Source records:
-*-*-
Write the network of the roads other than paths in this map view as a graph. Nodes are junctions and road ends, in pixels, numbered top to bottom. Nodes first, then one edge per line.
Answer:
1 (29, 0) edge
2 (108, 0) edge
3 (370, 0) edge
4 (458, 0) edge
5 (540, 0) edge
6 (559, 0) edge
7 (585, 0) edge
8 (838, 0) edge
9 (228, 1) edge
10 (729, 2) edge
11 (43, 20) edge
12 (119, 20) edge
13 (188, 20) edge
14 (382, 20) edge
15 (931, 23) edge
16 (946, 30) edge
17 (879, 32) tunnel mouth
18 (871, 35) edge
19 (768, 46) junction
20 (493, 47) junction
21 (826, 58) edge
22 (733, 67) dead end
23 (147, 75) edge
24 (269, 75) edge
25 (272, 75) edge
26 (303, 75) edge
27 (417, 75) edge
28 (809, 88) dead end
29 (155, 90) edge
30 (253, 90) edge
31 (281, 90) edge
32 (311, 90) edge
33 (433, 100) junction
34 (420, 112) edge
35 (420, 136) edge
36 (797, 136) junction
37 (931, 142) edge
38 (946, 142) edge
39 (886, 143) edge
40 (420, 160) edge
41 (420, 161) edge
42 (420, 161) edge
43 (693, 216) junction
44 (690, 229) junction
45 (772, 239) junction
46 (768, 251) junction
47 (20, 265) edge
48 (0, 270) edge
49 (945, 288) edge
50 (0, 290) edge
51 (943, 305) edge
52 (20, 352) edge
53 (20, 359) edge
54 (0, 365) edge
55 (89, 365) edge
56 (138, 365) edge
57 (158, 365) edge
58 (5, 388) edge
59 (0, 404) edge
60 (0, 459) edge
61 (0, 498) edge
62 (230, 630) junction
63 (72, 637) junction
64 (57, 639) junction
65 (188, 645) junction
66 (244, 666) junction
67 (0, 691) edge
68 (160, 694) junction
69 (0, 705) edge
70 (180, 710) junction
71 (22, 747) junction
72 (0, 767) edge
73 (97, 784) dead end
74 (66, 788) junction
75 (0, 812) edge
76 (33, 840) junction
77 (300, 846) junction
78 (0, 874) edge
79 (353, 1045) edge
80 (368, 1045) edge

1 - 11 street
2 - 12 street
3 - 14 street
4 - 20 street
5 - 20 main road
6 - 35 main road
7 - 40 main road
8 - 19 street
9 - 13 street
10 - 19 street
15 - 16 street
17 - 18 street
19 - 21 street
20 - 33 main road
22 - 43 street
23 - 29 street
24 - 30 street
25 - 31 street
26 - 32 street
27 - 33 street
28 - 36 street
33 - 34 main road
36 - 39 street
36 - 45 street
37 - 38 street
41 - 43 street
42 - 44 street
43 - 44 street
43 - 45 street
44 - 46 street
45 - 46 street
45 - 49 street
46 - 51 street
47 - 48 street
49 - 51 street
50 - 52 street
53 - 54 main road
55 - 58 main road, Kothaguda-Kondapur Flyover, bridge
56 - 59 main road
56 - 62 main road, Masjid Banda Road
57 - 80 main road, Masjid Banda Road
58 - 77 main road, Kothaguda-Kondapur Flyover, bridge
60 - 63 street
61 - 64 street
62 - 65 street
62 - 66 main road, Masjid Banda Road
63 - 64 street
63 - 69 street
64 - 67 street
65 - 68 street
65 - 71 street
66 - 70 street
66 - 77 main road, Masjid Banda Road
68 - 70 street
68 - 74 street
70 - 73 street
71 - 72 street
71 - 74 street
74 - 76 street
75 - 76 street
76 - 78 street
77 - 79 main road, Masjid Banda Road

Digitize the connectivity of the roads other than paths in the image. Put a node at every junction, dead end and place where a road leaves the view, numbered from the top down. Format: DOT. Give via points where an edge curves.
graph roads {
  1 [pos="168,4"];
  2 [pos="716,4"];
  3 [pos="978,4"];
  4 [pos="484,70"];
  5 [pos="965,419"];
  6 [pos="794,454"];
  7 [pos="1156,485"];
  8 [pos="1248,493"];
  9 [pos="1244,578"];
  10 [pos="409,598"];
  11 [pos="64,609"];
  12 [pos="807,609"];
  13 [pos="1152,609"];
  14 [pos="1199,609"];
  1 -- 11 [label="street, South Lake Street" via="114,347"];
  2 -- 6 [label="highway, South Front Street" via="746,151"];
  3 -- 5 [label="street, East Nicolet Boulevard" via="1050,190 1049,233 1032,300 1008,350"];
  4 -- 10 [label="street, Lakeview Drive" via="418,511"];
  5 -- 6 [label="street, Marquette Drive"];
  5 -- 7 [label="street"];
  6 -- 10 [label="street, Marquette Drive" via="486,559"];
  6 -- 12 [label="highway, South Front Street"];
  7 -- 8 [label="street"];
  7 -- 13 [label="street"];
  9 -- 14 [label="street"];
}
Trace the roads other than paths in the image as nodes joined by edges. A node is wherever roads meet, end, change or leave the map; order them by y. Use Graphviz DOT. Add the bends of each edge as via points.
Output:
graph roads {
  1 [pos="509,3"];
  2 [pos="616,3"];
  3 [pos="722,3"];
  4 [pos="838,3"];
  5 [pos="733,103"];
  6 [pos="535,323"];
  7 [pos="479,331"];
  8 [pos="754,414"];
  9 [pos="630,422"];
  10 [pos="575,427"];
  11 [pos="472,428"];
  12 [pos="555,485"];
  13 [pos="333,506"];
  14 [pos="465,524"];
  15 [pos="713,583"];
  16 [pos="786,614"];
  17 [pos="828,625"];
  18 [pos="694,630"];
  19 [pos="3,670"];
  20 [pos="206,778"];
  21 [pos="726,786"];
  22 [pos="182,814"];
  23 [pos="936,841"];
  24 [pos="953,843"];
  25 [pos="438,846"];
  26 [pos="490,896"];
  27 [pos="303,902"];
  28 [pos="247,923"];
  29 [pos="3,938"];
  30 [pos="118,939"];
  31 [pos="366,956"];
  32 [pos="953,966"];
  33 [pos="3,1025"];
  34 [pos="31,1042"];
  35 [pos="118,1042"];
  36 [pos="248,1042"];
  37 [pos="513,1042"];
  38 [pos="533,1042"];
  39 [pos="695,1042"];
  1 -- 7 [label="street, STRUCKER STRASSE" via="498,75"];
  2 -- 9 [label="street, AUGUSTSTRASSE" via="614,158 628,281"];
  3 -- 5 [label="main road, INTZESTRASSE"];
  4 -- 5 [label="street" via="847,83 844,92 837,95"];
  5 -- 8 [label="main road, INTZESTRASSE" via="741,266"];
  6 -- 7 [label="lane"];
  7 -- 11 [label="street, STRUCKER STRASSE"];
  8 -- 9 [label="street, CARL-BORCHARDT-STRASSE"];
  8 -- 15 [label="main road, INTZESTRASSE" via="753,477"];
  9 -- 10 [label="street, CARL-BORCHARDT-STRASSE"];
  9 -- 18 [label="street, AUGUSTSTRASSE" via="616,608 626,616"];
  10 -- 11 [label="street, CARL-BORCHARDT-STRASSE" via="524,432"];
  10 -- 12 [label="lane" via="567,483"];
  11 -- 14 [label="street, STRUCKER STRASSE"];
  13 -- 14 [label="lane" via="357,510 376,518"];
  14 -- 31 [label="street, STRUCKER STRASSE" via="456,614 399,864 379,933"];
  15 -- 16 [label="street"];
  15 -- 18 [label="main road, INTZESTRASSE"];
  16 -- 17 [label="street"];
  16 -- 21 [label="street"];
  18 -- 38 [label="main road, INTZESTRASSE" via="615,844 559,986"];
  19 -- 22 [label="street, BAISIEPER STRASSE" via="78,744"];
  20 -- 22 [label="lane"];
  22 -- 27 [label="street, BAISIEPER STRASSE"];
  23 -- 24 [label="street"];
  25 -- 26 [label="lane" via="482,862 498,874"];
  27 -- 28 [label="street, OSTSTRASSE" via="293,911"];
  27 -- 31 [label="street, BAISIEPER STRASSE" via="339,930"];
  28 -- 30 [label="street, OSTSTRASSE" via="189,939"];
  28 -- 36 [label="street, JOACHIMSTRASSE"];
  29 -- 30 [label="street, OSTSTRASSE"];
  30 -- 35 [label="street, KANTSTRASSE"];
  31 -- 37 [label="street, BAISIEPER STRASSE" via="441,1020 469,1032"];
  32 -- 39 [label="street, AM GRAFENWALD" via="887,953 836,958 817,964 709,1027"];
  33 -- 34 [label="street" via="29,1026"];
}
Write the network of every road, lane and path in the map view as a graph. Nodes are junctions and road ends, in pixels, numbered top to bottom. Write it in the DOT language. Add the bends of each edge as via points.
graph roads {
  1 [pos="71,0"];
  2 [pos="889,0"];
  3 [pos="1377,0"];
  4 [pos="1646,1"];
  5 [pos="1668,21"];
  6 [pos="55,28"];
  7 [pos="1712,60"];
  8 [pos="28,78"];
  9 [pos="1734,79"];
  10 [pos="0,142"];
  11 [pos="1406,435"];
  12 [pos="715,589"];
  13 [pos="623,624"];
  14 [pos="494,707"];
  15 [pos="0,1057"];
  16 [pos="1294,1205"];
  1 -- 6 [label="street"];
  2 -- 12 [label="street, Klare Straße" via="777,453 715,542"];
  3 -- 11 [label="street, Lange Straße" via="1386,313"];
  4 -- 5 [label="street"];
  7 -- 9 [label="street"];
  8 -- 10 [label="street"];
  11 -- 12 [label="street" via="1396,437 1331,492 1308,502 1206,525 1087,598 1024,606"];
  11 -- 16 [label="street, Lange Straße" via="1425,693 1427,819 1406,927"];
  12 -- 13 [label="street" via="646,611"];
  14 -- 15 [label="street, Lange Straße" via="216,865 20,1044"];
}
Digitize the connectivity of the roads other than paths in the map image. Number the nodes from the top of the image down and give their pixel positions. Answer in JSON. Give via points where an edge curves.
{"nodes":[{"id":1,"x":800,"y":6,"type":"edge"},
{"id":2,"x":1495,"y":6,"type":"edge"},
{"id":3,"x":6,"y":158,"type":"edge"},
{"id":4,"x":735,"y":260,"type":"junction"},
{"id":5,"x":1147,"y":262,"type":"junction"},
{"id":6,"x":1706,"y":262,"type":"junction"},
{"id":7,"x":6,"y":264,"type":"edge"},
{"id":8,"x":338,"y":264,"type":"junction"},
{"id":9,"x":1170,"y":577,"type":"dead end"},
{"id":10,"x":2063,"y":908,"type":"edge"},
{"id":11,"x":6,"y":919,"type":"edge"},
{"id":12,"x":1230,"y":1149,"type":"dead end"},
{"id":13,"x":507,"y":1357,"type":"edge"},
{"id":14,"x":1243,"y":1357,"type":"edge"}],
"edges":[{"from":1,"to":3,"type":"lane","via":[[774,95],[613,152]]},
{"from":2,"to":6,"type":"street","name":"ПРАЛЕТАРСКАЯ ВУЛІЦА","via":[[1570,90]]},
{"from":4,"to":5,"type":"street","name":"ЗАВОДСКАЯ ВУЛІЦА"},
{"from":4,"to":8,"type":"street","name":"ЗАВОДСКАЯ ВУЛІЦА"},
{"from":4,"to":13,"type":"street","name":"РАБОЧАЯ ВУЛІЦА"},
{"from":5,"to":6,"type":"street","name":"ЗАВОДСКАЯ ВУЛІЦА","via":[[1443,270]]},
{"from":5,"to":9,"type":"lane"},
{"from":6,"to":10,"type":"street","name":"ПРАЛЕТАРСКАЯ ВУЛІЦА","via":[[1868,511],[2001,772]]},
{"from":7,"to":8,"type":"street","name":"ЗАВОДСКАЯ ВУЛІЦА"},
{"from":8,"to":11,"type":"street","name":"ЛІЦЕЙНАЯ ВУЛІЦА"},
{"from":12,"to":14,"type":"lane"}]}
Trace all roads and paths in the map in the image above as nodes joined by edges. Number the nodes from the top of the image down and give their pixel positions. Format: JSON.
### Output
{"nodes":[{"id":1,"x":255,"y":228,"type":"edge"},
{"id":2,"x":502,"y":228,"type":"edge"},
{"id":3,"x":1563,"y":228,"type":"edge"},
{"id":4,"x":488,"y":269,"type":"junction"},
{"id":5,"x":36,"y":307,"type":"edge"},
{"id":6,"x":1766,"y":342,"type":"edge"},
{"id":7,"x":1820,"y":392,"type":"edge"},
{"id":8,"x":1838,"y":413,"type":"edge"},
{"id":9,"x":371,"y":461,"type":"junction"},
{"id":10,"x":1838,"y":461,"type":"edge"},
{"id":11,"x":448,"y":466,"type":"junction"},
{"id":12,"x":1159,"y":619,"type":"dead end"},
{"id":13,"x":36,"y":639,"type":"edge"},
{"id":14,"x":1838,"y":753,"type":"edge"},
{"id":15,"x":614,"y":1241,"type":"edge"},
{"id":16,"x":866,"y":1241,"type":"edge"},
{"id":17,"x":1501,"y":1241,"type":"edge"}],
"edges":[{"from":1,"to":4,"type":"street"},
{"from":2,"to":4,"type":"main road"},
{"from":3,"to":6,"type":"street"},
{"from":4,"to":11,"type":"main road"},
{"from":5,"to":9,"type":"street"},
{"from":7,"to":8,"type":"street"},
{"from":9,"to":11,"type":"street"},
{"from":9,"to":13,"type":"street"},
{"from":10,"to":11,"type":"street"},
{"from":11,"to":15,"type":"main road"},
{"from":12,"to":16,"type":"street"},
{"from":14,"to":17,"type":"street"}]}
-*-*-
_Prompt_
The answer must be one number, the count of lines above that hold the word "bridge".

_Exercise solution_
2